■ Required action ■
Each line below that contains the word "bridge" must be copied.

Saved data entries

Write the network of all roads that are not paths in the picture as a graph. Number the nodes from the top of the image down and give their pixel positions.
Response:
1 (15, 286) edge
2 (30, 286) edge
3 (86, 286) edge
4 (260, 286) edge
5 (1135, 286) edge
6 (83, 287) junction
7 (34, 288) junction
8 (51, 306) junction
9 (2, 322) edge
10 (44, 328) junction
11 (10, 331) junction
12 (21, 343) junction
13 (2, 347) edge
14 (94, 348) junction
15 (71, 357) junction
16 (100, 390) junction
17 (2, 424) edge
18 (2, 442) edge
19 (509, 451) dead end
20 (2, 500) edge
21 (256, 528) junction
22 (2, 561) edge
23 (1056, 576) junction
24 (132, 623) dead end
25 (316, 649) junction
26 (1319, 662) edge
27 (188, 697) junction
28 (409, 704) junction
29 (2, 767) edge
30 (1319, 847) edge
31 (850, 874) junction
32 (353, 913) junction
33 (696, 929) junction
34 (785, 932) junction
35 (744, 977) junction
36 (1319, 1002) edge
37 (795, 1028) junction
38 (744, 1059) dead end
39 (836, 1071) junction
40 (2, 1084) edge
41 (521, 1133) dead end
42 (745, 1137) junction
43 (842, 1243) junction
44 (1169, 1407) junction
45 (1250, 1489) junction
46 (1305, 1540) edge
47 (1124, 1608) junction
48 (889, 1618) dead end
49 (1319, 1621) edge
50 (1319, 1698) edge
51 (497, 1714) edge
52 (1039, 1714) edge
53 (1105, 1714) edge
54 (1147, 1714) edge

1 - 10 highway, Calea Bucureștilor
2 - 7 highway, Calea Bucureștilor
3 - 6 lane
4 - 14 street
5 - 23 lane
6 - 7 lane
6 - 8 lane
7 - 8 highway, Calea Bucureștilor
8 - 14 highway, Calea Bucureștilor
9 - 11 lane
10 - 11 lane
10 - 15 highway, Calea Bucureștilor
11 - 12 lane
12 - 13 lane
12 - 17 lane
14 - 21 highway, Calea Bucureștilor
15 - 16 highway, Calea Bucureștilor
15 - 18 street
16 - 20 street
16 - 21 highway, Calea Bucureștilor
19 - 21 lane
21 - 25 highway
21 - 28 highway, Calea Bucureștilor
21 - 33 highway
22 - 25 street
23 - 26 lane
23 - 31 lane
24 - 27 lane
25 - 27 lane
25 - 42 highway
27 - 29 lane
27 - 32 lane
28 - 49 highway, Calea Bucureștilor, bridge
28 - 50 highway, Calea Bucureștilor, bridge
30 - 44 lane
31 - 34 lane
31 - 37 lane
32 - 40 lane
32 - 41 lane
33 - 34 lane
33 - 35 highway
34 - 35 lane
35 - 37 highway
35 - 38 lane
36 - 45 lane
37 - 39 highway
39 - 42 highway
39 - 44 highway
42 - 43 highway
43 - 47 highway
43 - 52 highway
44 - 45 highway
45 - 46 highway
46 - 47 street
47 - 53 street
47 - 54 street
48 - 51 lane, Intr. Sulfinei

■ Finished exercise ■
28 - 49 highway, Calea Bucureștilor, bridge
28 - 50 highway, Calea Bucureștilor, bridge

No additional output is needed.